Altera a Lei no 9.394, de 20 de dezembro de 1996, modificada pela Lei no 10.639, de 9 de janeiro de 2003, que estabelece as diretrizes e bases da educação nacional, para incluir no currículo oficial da rede de ensino a obrigatoriedade da temática “História e Cultura Afro-Brasileira e Indígena”.

O PRESIDENTEDAREPÚBLICA Faço saber que o Congresso Nacional decreta e eu sanciono a seguinte Lei:

Art. 1o O art. 26-A da Lei no 9.394, de 20 de dezembro de 1996, passa a vigorar com a seguinte redação:

“Art. 26-A. Nos estabelecimentos de ensino fundamental e de ensino médio, públicos e privados, torna-se obrigatório o estudo da história e cultura afro-brasileira e indígena.
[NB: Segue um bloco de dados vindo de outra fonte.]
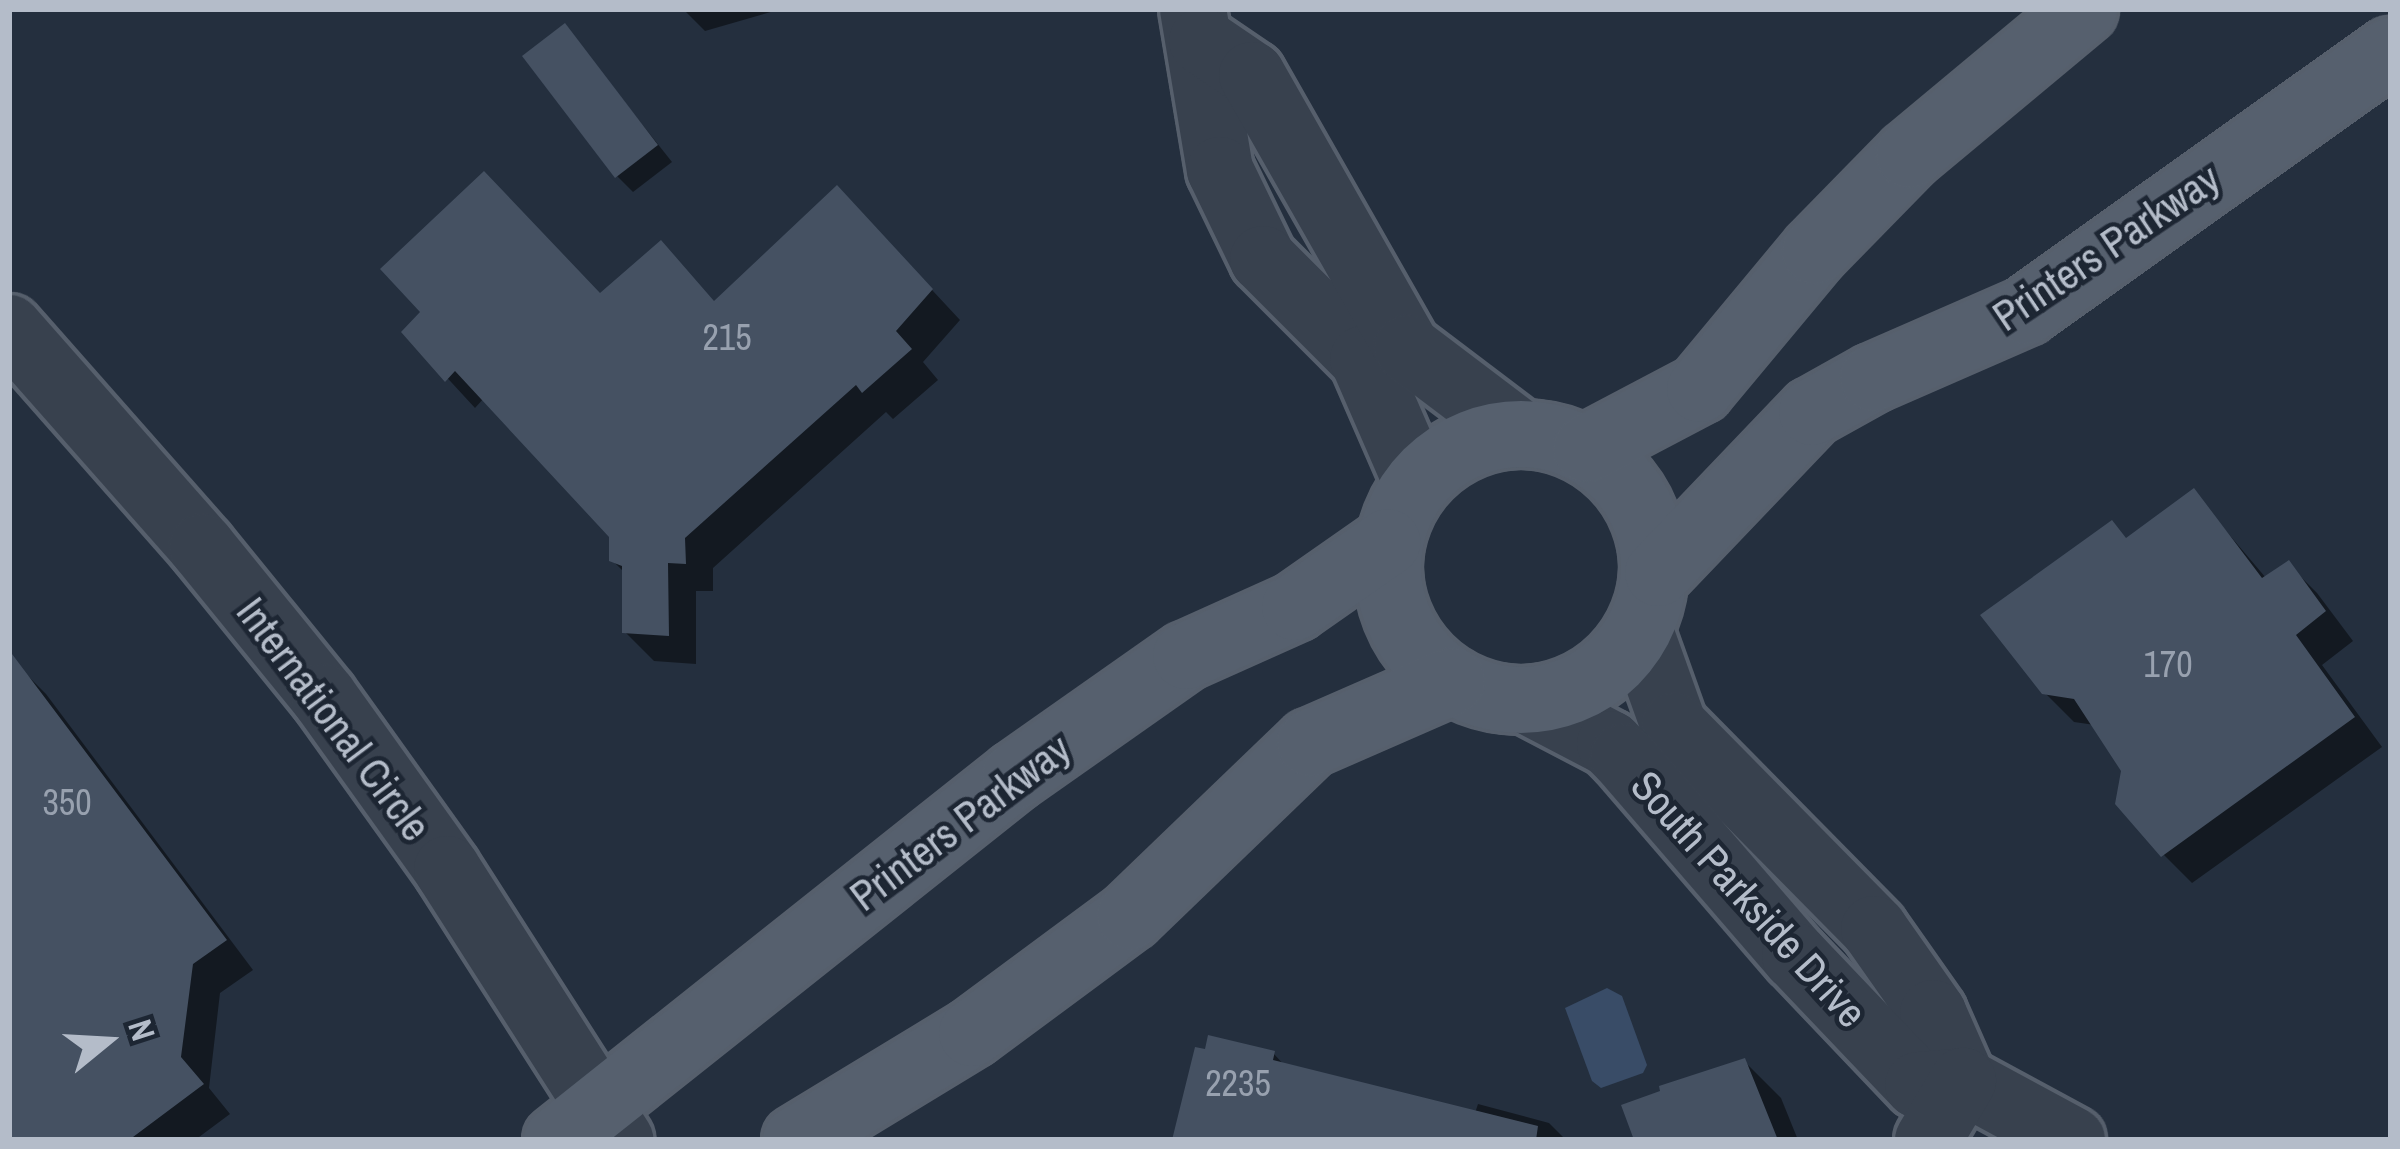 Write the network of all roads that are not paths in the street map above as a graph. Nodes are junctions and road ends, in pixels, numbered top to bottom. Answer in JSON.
{"nodes":[{"id":1,"x":2084,"y":9,"type":"edge"},
{"id":2,"x":1197,"y":25,"type":"edge"},
{"id":3,"x":2391,"y":51,"type":"edge"},
{"id":4,"x":9,"y":328,"type":"edge"},
{"id":5,"x":1514,"y":429,"type":"junction"},
{"id":6,"x":1586,"y":449,"type":"junction"},
{"id":7,"x":1416,"y":481,"type":"junction"},
{"id":8,"x":1388,"y":542,"type":"junction"},
{"id":9,"x":1649,"y":603,"type":"junction"},
{"id":10,"x":1452,"y":681,"type":"junction"},
{"id":11,"x":1532,"y":703,"type":"junction"},
{"id":12,"x":1963,"y":1081,"type":"junction"},
{"id":13,"x":592,"y":1129,"type":"edge"},
{"id":14,"x":2031,"y":1131,"type":"edge"},
{"id":15,"x":796,"y":1140,"type":"edge"},
{"id":16,"x":1928,"y":1140,"type":"edge"}],
"edges":[{"from":1,"to":6,"type":"main road"},
{"from":2,"to":5,"type":"street"},
{"from":2,"to":7,"type":"street"},
{"from":3,"to":9,"type":"main road","name":"Printers Parkway"},
{"from":4,"to":13,"type":"street","name":"International Circle"},
{"from":5,"to":6,"type":"main road"},
{"from":5,"to":7,"type":"main road"},
{"from":6,"to":9,"type":"main road"},
{"from":7,"to":8,"type":"main road","name":"South Parkside Drive"},
{"from":8,"to":10,"type":"main road","name":"South Parkside Drive"},
{"from":8,"to":13,"type":"main road","name":"Printers Parkway"},
{"from":9,"to":11,"type":"main road","name":"South Parkside Drive"},
{"from":9,"to":12,"type":"street","name":"South Parkside Drive"},
{"from":10,"to":11,"type":"main road","name":"South Parkside Drive"},
{"from":10,"to":15,"type":"main road"},
{"from":11,"to":12,"type":"street","name":"South Parkside Drive"},
{"from":12,"to":14,"type":"street","name":"South Parkside Drive"},
{"from":12,"to":16,"type":"street"}]}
§ 1o O conteúdo programático a que se refere este artigo incluirá diversos aspectos da história e da cultura que caracterizam a formação da população brasileira, a partir desses dois grupos étnicos, tais como o estudo da história da África e dos africanos, a luta dos negros e dos povos indígenas no Brasil, a cultura negra e indígena brasileira e o negro e o índio na formação da sociedade nacional, resgatando as suas contribuições nas áreas social, econômica e política, pertinentes à história do Brasil.

§ 2o Os conteúdos referentes à história e cultura afro-brasileira e dos povos indígenas brasileiros serão ministrados no âmbito de todo o currículo escolar, em especial nas áreas de educação artística e de literatura e história brasileiras.” (NR)

Art. 2o Esta Lei entra em vigor na data de sua publicação.

Brasília, 10 de março de 2008; 187o da Independência e 120o da República.